Kennebunkport doesn't try to be a golf destination. It's a sailing-and-lobster town that happens to have two of the most characterful courses in New England sitting within five minutes of each other, which means you get the golf without any of the resort-corridor sterility that ruins so many trips. Cape Arundel Golf Club is where the Bush family has teed it up for decades — a short, walkable track threaded along the Kennebunk River that rewards shot-making over raw distance and genuinely rewards a second look. A mile down the road, Webhannet Golf Club is the area's serious test: a Walter Travis links design from 1902 that runs tight and exposed to the Atlantic wind, the kind of course that plays completely differently on Tuesday than it did Monday because the breeze shifted. Serious golfers should anchor the schedule around those two. Dutch Elm in Arundel is your forty-dollar pressure-release valve — wide parkland fairways, no drama, perfect for the morning after a late night at Alisson's Pub.

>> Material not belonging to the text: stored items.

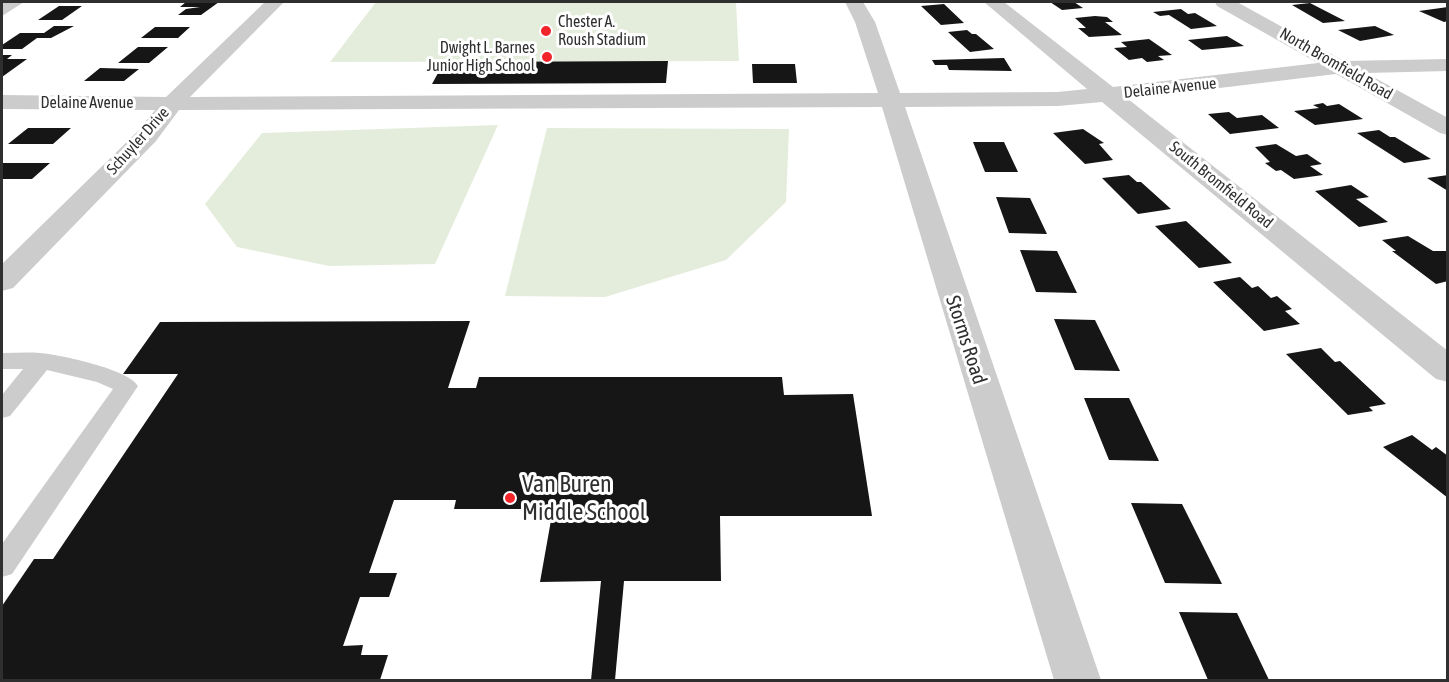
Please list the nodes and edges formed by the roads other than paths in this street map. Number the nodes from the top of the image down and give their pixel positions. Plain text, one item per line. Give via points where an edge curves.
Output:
1 (15, 2) edge
2 (275, 2) edge
3 (854, 2) edge
4 (993, 2) edge
5 (1224, 2) edge
6 (2, 10) edge
7 (1448, 65) edge
8 (1341, 66) junction
9 (1109, 95) junction
10 (891, 100) junction
11 (2, 102) edge
12 (172, 103) junction
13 (1448, 128) edge
14 (2, 281) edge
15 (2, 361) edge
16 (42, 361) junction
17 (1448, 370) edge
18 (2, 410) edge
19 (2, 565) edge
20 (1077, 681) edge

1 - 6 street
2 - 12 street, Schuyler Drive
3 - 10 street, Storms Road via 865,22
4 - 9 street, South Bromfield Road
5 - 8 street, North Bromfield Road
7 - 8 street, Delaine Avenue
8 - 9 street, Delaine Avenue
8 - 13 street, North Bromfield Road
9 - 10 street, Delaine Avenue
9 - 17 street, South Bromfield Road
10 - 12 street, Delaine Avenue
10 - 20 street, Storms Road
11 - 12 street, Delaine Avenue
12 - 14 street, Schuyler Drive via 147,136
15 - 16 lane
16 - 18 lane
16 - 19 lane via 103,375 127,386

The post-round culture here is what separates Kennebunkport from every other coastal golf market in the Northeast. Dock Square is small enough that your whole group ends up in the same place without coordinating, which is exactly what you want after eighteen holes. Old Vines Wine Bar has a garden patio that captures the evening light in a way that makes it genuinely hard to leave. The Clam Shack on the bridge is a non-negotiable stop — cash only, lobster rolls that are messier than they look in photographs, and zero pretension despite the lines. If someone in the group wants a serious dinner, Earth at Hidden Pond is a legitimate destination meal, the kind of farm-to-table experience where the menu changes based on what was picked that morning. The Lost Fire handles the steakhouse night with Argentine-influenced USDA Prime and a fire pit patio that works well into October.
Lodging logistics here are a little more demanding than most destinations this size, and you should plan accordingly. The best houses — the ones sleeping ten to fourteen with real outdoor space and actual proximity to the water — are concentrated around Goose Rocks Beach and Cape Porpoise, and they book out four to six months ahead for summer weekends. The Kennebunk River and Dock Square area offers houses with walkability to the bars and restaurants, which has real value if your group is splitting cabs anyway. Grocery runs are easy — there's a Hannaford in Kennebunk under ten minutes away, and Kennebunk Wine and Spirits on Route 1 handles the rest. Portland Jetport is thirty-five minutes by car, which makes the travel day manageable on both ends. September is the window most groups underestimate: the summer crowds thin out, the temperatures drop into the sixties, and Webhannet plays fastest in the fall wind. Green fees at Cape Arundel run eighty to a hundred and thirty-five dollars, so a three-round schedule across all three courses — including Dutch Elm — comes in well under most comparable coastal destinations in the region.